I think the acquittal of Arthur Andersen [on June 1, 2005] is an interesting case in point. In the original 2003 trial [in a U.S. District Court], the jury was even instructed, in effect, to not give the company the benefit of the doubt; they were told they could convict even if they believed the company acted unknowingly. Then, two years later, the U.S. Supreme Court decided that this instruction made the firm, in a technically legal sense, not guilty. By that time, it was too late; the firm had already been destroyed. It was down from 28,000 employees to 200.
Merck’s recent Vioxx episode didn’t destroy the company, but it was a terrible blow, and disproportionately harsh; no company has had more of an ethical commitment over the years. Vioxx, their very profitable arthritis drug, was suddenly linked with heart attacks and strokes, and the CEO, Raymond Gilmartin, immediately ordered the drug recalled. He undoubtedly assumed that he would get the benefit of the doubt. But that wasn’t enough, not in this climate. The stock crashed and in June 2005, he had to leave under a cloud.
The forced resignation of American International Group CEO Hank Greenberg in March was terrible for AIG. The accounting scandal that ousted CEO Franklin Raines in January was a huge blow, certainly, to Fannie Mae. When Fannie Mae’s new CEO, Daniel H. Mudd, took over, his first statement said that he was put in office to restore trust.
Profits and Stewardship
S+B: An observer might say that these troubles apply only to corporate leaders who misbehave, flout the law, or deserve punishment in some other way.

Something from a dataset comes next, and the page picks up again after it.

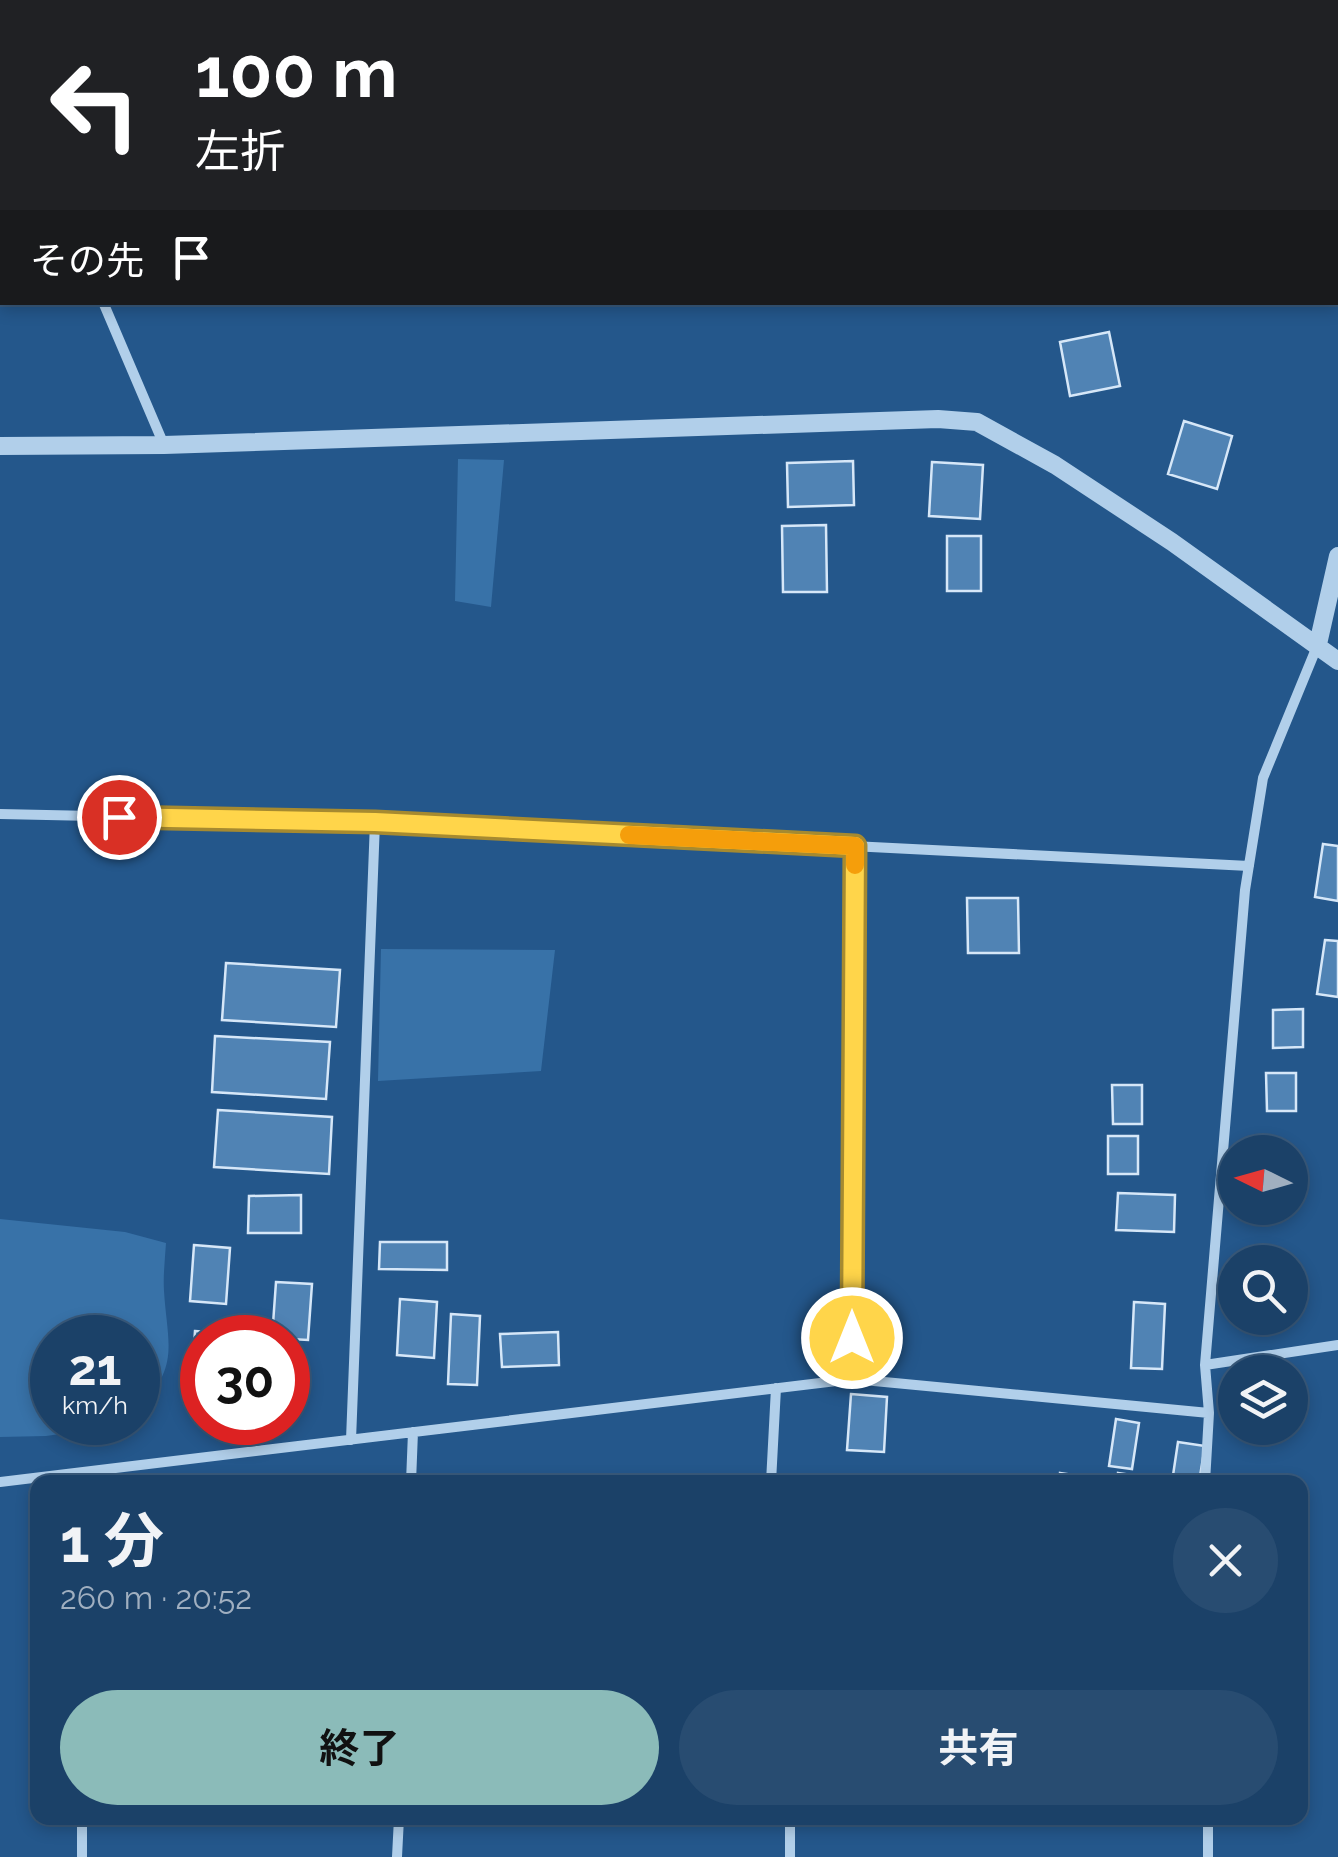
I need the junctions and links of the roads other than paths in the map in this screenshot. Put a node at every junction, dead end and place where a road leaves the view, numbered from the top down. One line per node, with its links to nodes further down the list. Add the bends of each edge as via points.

Yankelovich: Well, for a number of years, the theme song in business was “a few bad apples” were causing all the problems. But it’s very hard to maintain that premise with so many scandals making headlines. It’s useful to distinguish dramatic scandals, where people go to jail, from everyday scandals that involve inherent conflicts of interest, and that get settled through large fines. The mutual fund industry, for instance, routinely pushed its clients into the funds that paid the biggest brokerage fees. That wasn’t just a few bad apples; that was general practice. So was the rigging of bids in the insurance industry. Companies that exempt themselves from these trends do so because they take a stewardship approach to their customers and their employees. Those companies can probably develop a competitive edge as a result.

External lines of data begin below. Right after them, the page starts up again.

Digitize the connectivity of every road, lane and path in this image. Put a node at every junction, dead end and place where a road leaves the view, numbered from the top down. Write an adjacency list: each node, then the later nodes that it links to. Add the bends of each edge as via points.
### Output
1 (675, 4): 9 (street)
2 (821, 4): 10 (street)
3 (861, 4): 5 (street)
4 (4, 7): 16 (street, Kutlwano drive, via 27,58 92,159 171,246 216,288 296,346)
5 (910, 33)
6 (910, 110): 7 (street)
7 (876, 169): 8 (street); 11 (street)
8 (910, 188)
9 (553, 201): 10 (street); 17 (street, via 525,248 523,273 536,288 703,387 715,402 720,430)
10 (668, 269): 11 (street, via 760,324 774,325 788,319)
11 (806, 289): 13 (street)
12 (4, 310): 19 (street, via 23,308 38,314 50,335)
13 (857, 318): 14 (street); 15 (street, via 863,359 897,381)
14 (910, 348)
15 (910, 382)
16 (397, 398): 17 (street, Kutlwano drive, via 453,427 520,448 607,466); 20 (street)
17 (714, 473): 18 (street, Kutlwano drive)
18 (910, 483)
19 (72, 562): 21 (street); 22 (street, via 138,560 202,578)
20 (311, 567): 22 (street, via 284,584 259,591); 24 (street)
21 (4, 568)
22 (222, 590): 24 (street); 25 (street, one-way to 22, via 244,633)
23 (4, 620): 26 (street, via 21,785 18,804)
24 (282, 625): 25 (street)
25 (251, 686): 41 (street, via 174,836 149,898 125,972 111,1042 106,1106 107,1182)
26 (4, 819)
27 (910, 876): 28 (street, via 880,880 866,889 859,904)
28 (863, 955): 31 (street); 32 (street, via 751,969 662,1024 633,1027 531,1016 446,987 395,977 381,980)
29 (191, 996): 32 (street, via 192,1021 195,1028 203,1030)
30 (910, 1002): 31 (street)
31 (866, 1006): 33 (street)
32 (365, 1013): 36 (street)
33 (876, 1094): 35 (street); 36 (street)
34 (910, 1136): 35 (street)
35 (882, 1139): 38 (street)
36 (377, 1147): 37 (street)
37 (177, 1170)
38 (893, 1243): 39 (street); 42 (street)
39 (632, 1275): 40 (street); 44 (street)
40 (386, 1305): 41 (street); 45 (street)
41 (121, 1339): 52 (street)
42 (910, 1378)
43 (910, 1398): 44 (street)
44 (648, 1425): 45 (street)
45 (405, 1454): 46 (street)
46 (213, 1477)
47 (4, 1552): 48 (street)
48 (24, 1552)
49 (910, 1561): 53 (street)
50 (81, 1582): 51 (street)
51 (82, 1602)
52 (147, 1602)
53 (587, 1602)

I know that most American corporate leaders do not correlate stewardship with their company’s growth. And I think I understand why. Consumers learn that General Electric has done some wonderful things for Zambia. The reaction is: “Oh, that’s nice.” But they still reach for the Westinghouse lightbulb that costs five cents less. Business is familiar with that reality.
Also, the corporate social responsibility movement unintentionally helped to create a backlash against itself. It would be too strong to say it poisoned the well. But social responsibility had nothing to say about growing a company. It drove executives crazy because it was a movement of assistant professors who didn’t know anything about business and who adopted a tone of moral superiority about profits. Their attitude toward profit ranged from casual to distrustful.